Verilen bilgilere göre sektörde uzun süre önce Hollanda'dan getirilerek yerlileştirilen 'Holştayn inek cinsi', bugün elde edilen verim ile süt hayvancılığında önemli bir aşama sağladı. Süt hayvancılığındaki bu başarıyı et alanına taşımayı hedefleyen bakanlığın, ithal edilen kültür ırklarını belli bölgelere yerleştirerek, bir yerlileştirme politikası izlediği belirtiliyor. Önümüzdeki dönemlerde verimi yüksek Montofon ve Simental ırkları üzerinde çalışmaların yoğunlaşacağı belirtiliyor.
Hayvancılıkta geçiş dönemindeyiz
Bu gelişmeyle birlikte artık süt hayvanlarından et elde edilmeyeceğini kaydeden, Et Etbir Başkanı Ahmet Yücesan, "Büyükbaş hayvancılıkta kısa vade 2 yıl. Bunun bir anaç dönemi var.
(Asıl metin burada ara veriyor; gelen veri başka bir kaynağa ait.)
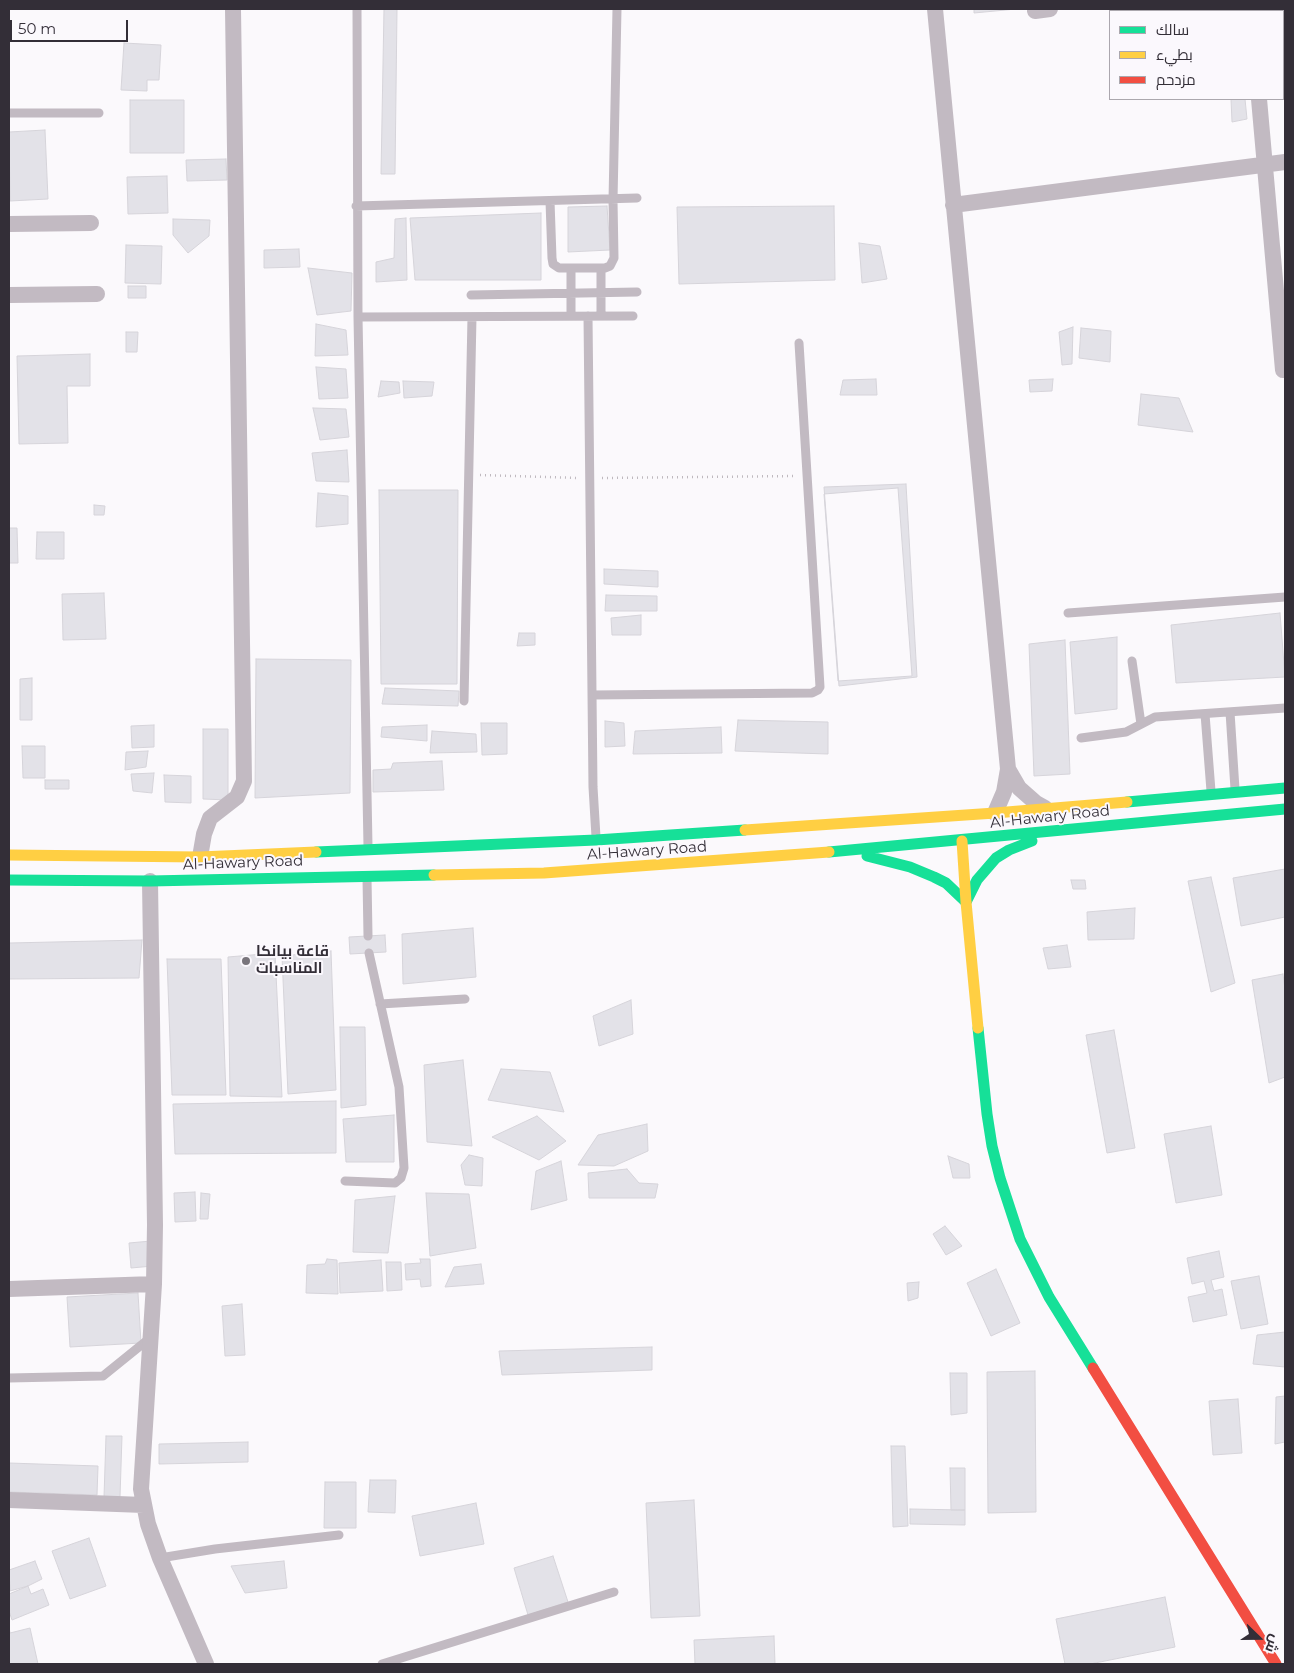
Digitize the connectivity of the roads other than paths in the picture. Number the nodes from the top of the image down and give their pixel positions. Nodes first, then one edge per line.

Bir geçiş süreci içindeyiz. 2009'da et ithalatı başladığında ilk 3 ay yüzde 60 ithal, yüzde 40 yerli et işlem görüyordu. Son 3 ayda yüzde 20 ithal et yüzde 80 yerli et işlem görmeye başladı. Burada canlı hayvan ithalatı önemliydi. Şu anda ilk ithalat ile büyüyen hayvanlar yavaş yavaş kesime hazır hale geldi. Bunların piyasaya çıkması ile ithal etin önü kesilmiş oldu. Kısa vadede ithalattan vazgeçilmez. İthalatla piyasaya 135 bin ton et geldi. Bu da toplam ihtiyacın yüzde 20'si kadar. Bu ilk başlarda ihtiyacın yüzde 60'ını karşılıyordu, bu rakam azaldı" dedi.
Yatırım heveslisi çok
Tüm Süt et ve Damızlık Sığır Yetiştiricileri Derneği Başkanı Adnan Yıldız:
Et hayvancılığında istenilen başarının yakalanabilmesi için süt taban fiyatının değişmesi gerekir. Süt taban fiyatı 1.5 aydır 80 kuruş. Bizim hesaplamalarımıza göre 1.1 TL olması gerekir. Üretici olarak 1 litre süt için 1.5 kilo yem almanız gerekiyor. 2008-2009 döneminde 1 milyon anaç hayvan kesildi. Bu sektörde doğru ve yanlış kararların sonuçlarını en erken 2 yol sonra görürsünüz. İnsanlar çok ne yaptıklarını bilmiyorlar. Yatırım için fikir almak isteyen çok yatırımcı var. Sokaktan çakıl taşı topluyormuş gibi yatırım durumu var, biz bunlardan da rahatsısız.
Cazip teşvikler var
Tayyib Group Başkanı Harun Çalışkan:
İstanbul Ömerli'de 8 bin başlık bir çiftliğimiz var. Besicilik yatırımlarına bin baştan aşağı bir sayı ile başlamamak gerekir. Özellikle açık sistem, maliyetleri aşağı çekebiliyor. Yeni teşviklerle birlikte besi çiftliği sayısı da çoğalacak. Büyük ölçekli besi çiftliği sayısı bugün 100'ü geçmez. Yeni yatırımlar için daha çok Doğu Anadolu Bölgesi'ne yoğunlaşılması gerekiyor. Besicilere 2 yıl faizsiz destek veriliyor. Süt hayvancılığına 7 yıl vade yapılıyor. Bunlardan istifade edip boşluğu doldurmak lazım."